# Velodyne CHT-15 replacement suggestions



## Guest (Feb 22, 2008)

I bought my parents this sub about 3 years ago. They recently bought a Samsung LNT5271F along with a new Bello tv stand so they want something smaller to go with their new uncluttered look. I looked up the specs of the Velodyne:

SPECIFICATIONS CHT-15
Cabinet (H,W,D) 21" x 18.5" x 22.75"
Frequency Response 23Hz-120Hz +/- 3 dB
High Pass Crossover 80Hz or 100Hz
(6 dB/octave slope)
Low Pass Crossover 40Hz -120Hz (12 dB/octave, 24 dB ultimate)
Amplifier (Class A/B) 750 watts/300 watts RMS power
Woofer 15" forward firing
Magnet 70 oz.
Voice Coil 2 - 1/2" copper

What sub, smaller than this, would you recommend with equal or greater performance. It must look decent so Elemental Design is not being considered. It doesn't matter if it can be bought at a Brick & Mortar or online only. I have a SVS PCU 13 so I'm okay with Internet Direct. I don't think my parents would spend that much so budget will probably be under $600 (That takes out the small JL).

Here are some subs I found that are smaller than the Velo CHT-15. The Epik is about the same size, a little down on width, so I'm not sure of that one. Will all of these sound equal or better than the Velo. I'm not too sure if they'll lose too much going from a 15" woofer to a 10". Also, I think I read that the SB12-Plus is better geared for music than home theater. Any thoughts or comments on other subs I should look at. What about Mirage subs?
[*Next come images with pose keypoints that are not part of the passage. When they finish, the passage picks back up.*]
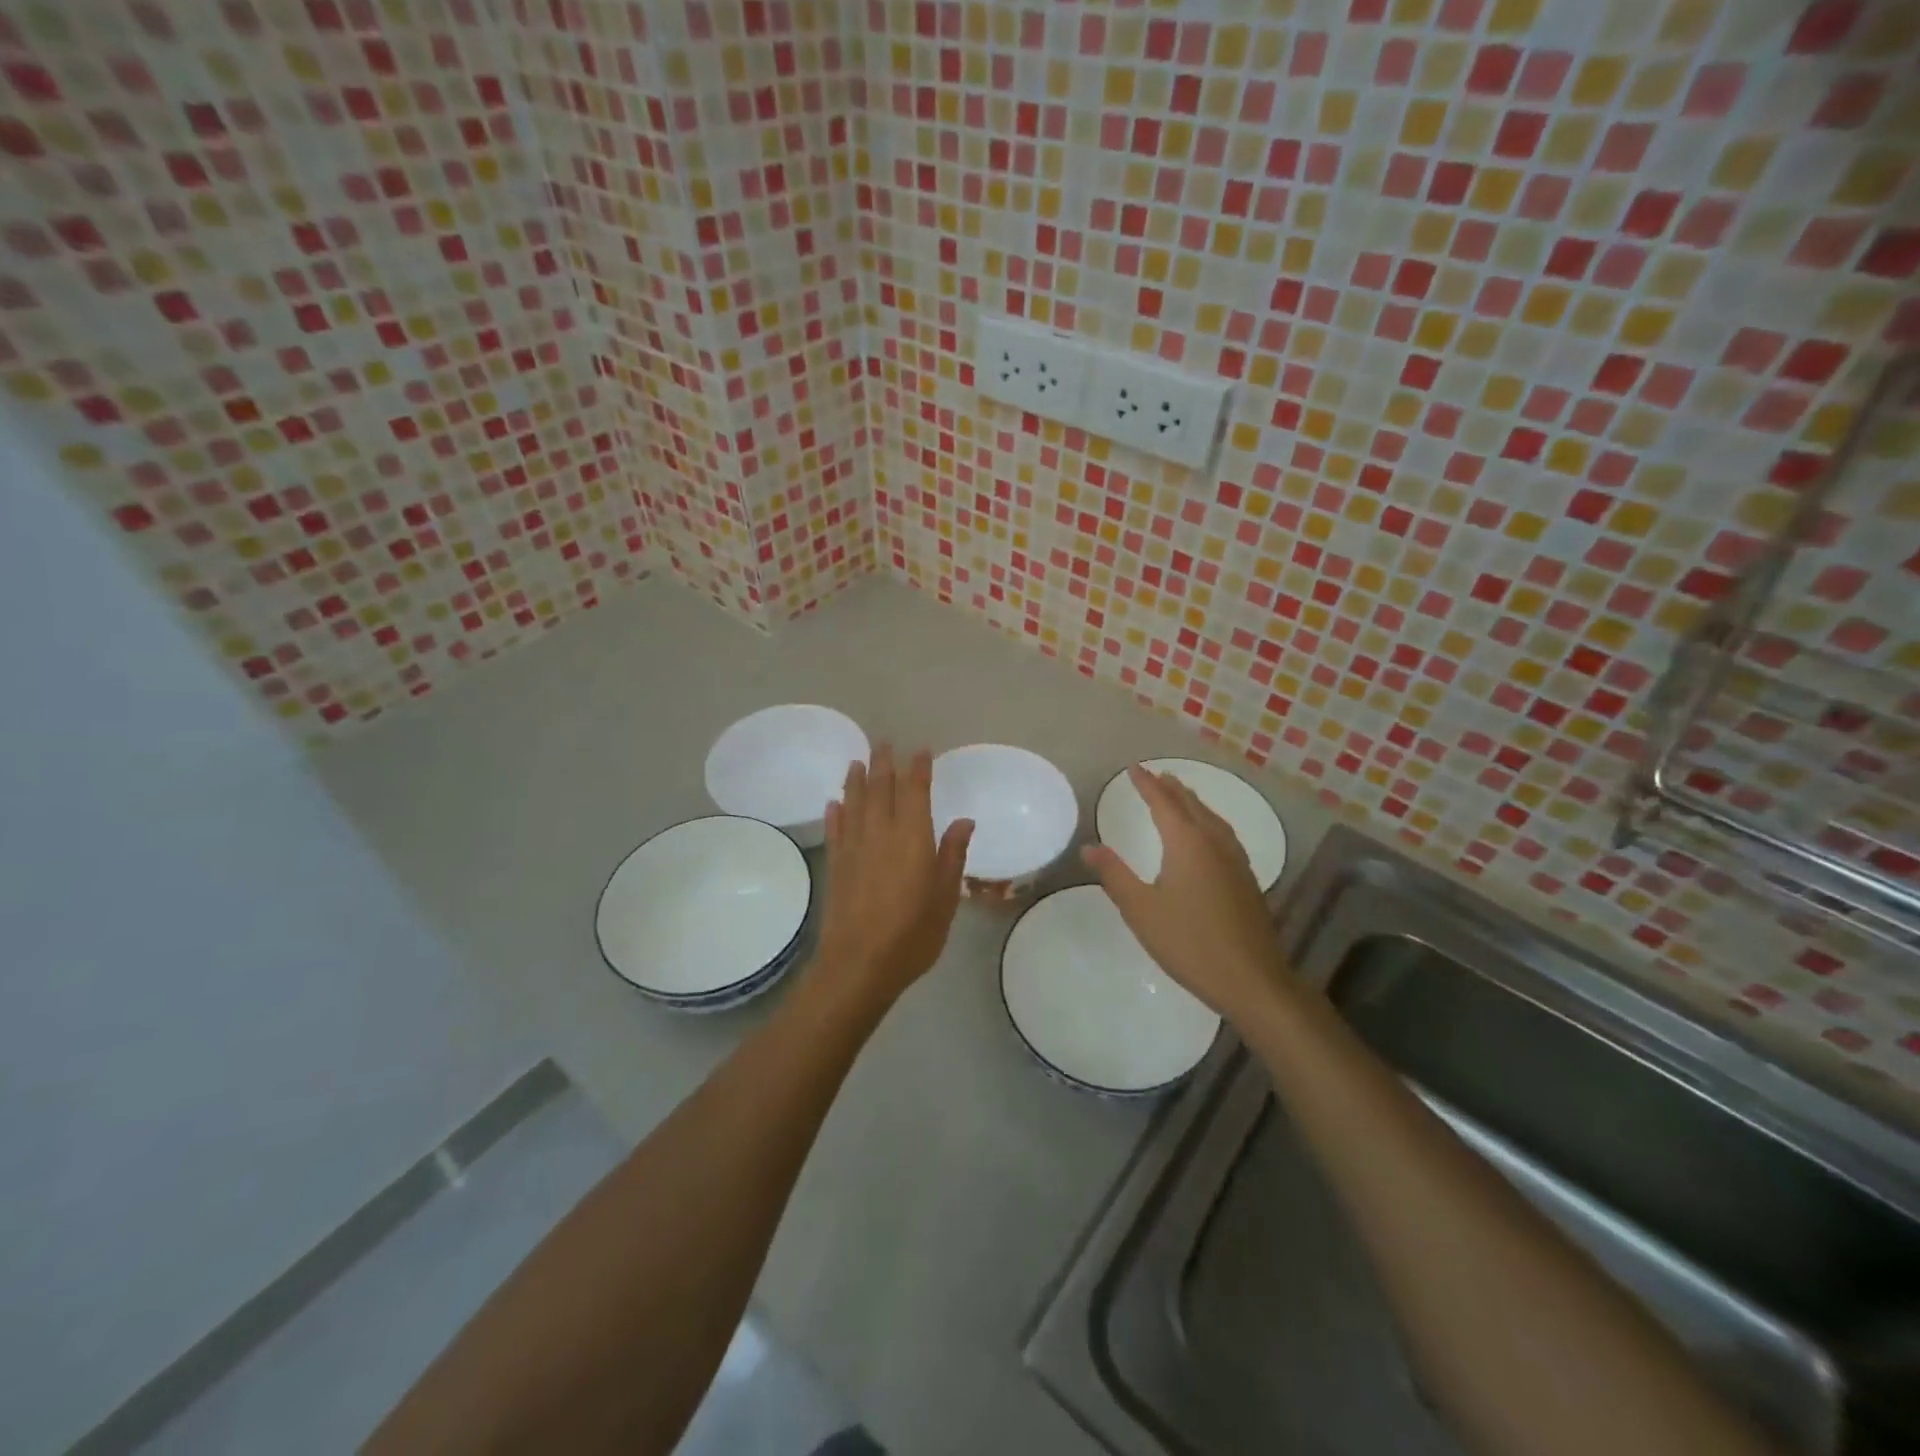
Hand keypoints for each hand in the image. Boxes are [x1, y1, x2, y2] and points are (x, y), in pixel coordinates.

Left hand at [812, 744, 973, 1010]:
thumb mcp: (946, 897)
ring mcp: (854, 847)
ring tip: (857, 762)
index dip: (918, 768)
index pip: (915, 791)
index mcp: (913, 836)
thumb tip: (964, 820)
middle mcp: (880, 832)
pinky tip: (834, 803)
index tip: (921, 750)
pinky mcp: (836, 864)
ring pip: (854, 803)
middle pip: (880, 788)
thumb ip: (953, 855)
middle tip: (883, 743)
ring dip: (856, 780)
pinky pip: (835, 829)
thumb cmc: (913, 932)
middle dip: (883, 763)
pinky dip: (835, 813)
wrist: (860, 963)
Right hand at [1082, 766, 1282, 1025]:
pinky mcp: (1247, 880)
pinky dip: (1209, 821)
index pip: (1163, 803)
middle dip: (1171, 788)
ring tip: (1181, 796)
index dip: (1147, 784)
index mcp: (1187, 844)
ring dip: (1193, 803)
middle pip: (1191, 805)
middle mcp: (1214, 843)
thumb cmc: (1189, 943)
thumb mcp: (1141, 910)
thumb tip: (1088, 846)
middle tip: (1156, 775)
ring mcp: (1236, 861)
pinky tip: (1209, 836)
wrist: (1251, 980)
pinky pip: (1224, 834)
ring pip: (1212, 819)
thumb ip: (1114, 875)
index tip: (1134, 769)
Oh yeah, this will mainly be used for HT.
HSU
VTF-1 
Bass Extension 25 Hz 
Amp Power 200 Watts 
Woofer Size 10 Inches 
Dimensions 19.5"(h) x 14"(w) x 18"(d) 

STF-2 
Bass Extension 25 Hz 
Amp Power 200 Watts 
Dimensions 19.5"(h) x 14"(w) x 18"(d) 
Driver Size 10 Inches 

SVS
PB10-NSD
+/- 3dB from 20-100 Hz anechoic (in room extension will be 2-5 Hz deeper)
Size: 15" wide x 19" high x 21" deep

SB12-Plus
Industry leading response (+/- 3dB 22Hz-150Hz) 
Size: Approx. 15” deep x 14" wide x 14 " high 

Epik Valor
Enclosure dimensions: 22H x 16.5W x 21D inches (22D with grill) 
Driver: Custom 15 inch extreme excursion design 
Amplifier: Custom 350 watt RMS BASH amplifier

I posted this question on some other forum and a helpful person suggested: "25-31PCi in the 22hz tune." He said "I used to run a couple CHT-15. I did notice when I moved over to a 25-31CS+ that it was more of a sub than a single CHT-15. " So that along with the PCi 20-39 could be an option if my parents don't mind the Cylinder look.

Thanks for any suggestions.


----------